While, in general, there is a shortage of literature on how to manage nonresponse regarding email delivery barriers, this study provided substantial guidance on how to minimize or avoid the pitfalls that can occur in online survey research that are mostly or entirely in control of the researcher. In an era where online survey research continues to become more popularized, it is necessary for researchers to exploit available guidance and tools to evaluate the consequences of choices made during the survey design and delivery process. Armed with this critical information, such as that presented in this study, researchers can avoid difficulties common in survey research as a result of careless or flawed email construction and distribution.

Appendix A

Department of Educational Administration

141 Teacher College Hall

Lincoln, NE 68588

DATE, YEAR

Joe Pilot

700 Airport Road

Auburn, AL 36830

Dear Dr. Pilot,

I am writing as a fellow aviation faculty member to ask for your assistance in a dissertation study of aviation faculty members. This study seeks to learn more about the career and educational pathways that have led such faculty to the aviation professoriate.
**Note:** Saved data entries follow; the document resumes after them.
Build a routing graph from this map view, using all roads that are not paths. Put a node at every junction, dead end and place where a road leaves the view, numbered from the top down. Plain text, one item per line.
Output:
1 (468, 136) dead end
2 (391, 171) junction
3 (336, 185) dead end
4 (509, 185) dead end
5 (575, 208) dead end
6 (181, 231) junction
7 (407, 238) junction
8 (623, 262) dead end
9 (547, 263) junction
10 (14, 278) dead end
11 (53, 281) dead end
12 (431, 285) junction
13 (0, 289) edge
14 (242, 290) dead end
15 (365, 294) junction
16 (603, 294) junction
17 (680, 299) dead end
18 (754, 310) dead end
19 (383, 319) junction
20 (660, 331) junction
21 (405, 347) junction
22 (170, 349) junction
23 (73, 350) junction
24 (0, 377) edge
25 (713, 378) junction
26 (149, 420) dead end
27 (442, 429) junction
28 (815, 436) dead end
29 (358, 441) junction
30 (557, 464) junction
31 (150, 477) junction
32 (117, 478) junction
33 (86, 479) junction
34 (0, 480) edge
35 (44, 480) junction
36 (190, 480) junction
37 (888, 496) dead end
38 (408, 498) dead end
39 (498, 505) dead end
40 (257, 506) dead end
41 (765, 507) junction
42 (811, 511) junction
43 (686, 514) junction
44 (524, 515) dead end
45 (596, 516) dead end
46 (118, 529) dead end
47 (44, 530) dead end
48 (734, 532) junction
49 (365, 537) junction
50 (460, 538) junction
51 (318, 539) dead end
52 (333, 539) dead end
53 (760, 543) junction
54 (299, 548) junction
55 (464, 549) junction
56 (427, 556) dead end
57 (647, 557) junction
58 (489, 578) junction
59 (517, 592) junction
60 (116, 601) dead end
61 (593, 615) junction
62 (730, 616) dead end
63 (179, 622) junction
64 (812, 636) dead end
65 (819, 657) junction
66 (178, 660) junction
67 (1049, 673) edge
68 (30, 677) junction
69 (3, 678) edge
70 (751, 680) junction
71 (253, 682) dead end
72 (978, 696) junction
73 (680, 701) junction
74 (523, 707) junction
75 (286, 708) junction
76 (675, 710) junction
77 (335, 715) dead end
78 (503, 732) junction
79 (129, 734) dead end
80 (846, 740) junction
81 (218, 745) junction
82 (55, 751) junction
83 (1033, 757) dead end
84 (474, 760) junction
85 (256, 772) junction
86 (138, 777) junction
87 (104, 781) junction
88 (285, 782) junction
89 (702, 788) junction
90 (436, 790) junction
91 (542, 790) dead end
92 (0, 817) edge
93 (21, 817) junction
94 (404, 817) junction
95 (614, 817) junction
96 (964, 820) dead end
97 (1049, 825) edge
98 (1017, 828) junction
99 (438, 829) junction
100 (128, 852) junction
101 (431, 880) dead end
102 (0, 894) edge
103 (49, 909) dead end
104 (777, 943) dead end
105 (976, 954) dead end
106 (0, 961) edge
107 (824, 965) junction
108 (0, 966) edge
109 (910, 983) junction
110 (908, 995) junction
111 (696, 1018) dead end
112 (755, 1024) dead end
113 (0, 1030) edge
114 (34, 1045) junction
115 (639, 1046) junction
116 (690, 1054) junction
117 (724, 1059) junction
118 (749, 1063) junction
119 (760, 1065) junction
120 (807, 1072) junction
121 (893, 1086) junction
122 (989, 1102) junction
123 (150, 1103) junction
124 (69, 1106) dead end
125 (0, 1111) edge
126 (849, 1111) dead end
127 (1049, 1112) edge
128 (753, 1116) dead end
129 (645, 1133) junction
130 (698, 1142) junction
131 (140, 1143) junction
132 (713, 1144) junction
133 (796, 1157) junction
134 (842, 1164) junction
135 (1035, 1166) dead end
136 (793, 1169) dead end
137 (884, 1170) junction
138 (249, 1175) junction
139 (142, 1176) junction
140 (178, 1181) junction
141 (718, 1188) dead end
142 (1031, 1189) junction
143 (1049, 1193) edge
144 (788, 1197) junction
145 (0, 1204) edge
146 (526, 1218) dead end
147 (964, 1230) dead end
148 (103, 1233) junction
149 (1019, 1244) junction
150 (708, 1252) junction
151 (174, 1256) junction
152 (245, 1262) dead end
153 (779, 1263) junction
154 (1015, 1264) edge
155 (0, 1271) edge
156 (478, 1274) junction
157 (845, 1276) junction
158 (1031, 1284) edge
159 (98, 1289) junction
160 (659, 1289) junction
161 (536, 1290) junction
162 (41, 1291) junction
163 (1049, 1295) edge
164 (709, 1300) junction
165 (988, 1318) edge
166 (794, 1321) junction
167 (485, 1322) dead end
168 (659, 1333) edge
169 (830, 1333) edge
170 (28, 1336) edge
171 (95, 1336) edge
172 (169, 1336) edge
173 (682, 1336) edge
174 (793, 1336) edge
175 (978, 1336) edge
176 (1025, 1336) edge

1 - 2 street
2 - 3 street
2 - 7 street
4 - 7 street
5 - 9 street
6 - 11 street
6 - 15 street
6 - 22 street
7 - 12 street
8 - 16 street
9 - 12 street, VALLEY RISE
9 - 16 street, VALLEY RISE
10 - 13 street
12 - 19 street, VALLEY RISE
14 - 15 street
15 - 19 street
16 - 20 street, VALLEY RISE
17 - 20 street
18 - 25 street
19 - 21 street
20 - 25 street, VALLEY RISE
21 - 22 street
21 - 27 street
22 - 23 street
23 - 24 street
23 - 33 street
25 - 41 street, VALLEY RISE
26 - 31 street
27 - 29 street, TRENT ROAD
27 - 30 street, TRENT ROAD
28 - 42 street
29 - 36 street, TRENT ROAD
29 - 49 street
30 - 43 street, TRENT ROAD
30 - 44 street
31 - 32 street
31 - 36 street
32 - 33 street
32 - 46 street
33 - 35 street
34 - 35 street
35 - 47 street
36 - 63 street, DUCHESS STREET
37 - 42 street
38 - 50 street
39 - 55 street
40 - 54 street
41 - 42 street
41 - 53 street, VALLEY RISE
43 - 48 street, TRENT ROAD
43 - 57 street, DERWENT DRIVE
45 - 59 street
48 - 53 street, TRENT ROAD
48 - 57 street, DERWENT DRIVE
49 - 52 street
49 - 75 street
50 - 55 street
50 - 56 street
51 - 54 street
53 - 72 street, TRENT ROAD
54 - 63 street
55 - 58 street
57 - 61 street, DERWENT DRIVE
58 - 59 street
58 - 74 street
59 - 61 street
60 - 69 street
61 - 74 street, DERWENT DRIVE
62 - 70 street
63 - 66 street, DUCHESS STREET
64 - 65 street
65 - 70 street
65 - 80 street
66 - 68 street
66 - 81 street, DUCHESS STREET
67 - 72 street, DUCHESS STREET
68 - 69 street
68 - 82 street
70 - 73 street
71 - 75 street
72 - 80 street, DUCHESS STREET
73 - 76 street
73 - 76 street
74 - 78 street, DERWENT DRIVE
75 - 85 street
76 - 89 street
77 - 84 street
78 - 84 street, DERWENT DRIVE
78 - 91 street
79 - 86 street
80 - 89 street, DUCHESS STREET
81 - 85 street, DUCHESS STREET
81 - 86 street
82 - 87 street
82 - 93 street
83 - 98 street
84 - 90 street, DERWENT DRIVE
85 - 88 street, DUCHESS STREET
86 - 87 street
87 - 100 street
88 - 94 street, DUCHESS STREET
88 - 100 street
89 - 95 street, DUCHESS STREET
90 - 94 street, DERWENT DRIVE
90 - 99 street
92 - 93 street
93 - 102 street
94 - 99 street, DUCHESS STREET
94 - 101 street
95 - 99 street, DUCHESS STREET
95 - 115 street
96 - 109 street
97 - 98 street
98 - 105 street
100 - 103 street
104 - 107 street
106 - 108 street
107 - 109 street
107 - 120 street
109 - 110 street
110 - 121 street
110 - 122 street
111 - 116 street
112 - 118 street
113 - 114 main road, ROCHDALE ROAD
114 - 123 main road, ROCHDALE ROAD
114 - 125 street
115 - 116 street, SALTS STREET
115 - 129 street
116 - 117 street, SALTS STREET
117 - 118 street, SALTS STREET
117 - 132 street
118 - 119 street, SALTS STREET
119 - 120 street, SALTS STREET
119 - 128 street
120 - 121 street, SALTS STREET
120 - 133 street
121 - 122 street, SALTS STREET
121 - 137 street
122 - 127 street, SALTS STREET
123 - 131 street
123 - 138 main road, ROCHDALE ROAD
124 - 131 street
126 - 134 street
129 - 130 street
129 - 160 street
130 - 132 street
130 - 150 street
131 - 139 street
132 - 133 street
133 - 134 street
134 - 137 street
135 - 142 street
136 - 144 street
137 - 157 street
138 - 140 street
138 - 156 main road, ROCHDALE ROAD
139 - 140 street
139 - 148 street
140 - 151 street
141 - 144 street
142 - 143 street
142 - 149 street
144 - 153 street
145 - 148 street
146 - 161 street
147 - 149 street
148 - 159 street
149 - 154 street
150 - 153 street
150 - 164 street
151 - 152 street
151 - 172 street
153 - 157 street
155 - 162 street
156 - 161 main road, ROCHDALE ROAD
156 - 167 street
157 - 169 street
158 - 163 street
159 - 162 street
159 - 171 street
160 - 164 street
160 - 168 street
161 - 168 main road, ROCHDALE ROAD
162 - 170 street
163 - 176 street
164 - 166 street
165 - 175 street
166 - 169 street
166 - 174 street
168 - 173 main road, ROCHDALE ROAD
I am contacting aviation faculty teaching at four-year University Aviation Association (UAA) member schools. It is my understanding that you are a member of this cohort.

Because little research has been conducted specifically on aviation faculty such as ourselves, the results of this study will provide critical insights into who aviation faculty are and how they make their way into academics. This study aims to provide a comprehensive analysis of the characteristics and career paths of aviation postsecondary faculty.

Please be assured that your responses will be kept confidential. The final results of this survey will be a summary of findings in which no individual responses will be identifiable.

Your participation in this survey is voluntary. However, it would be extremely beneficial if you could share your experiences about your path into the aviation professoriate. If you do not want to participate, please respond via email stating that you would like to abstain from completing the survey.

To enter the survey please click on the following link: http://surveymonkeylink

If you should have any questions or comments about this study, I would be very interested in talking to you. Please do not hesitate to write to the address on the letterhead above, call XXXX or email link.

Thank you very much for participating in this important study.

Sincerely,

Appendix B

University of Nebraska - Lincoln

Department of Educational Administration

141 Teacher College Hall

Lincoln, NE 68588

Dear Professor Pilot,

About two weeks ago you received an email about an upcoming aviation faculty survey. This survey was sent out Monday of last week. Unfortunately, some university/college email systems treated the message as Spam and/or placed it in a Junk folder.

I truly need your assistance in completing this survey. Your inputs are highly valued. Therefore I can offer several options to take the survey if you are interested in helping further research on aviation faculty like you and I.

Option 1:

Go to www.aviationfacultysurvey.com

This site has a link to the survey.

The password to enter the survey is 4321.

Option 2:

I can make an appointment to call you and we can complete the survey on the phone.

Please reply to this email if you would like to take the survey in this manner.

Option 3:

I can mail you a paper copy for you to complete at your leisure.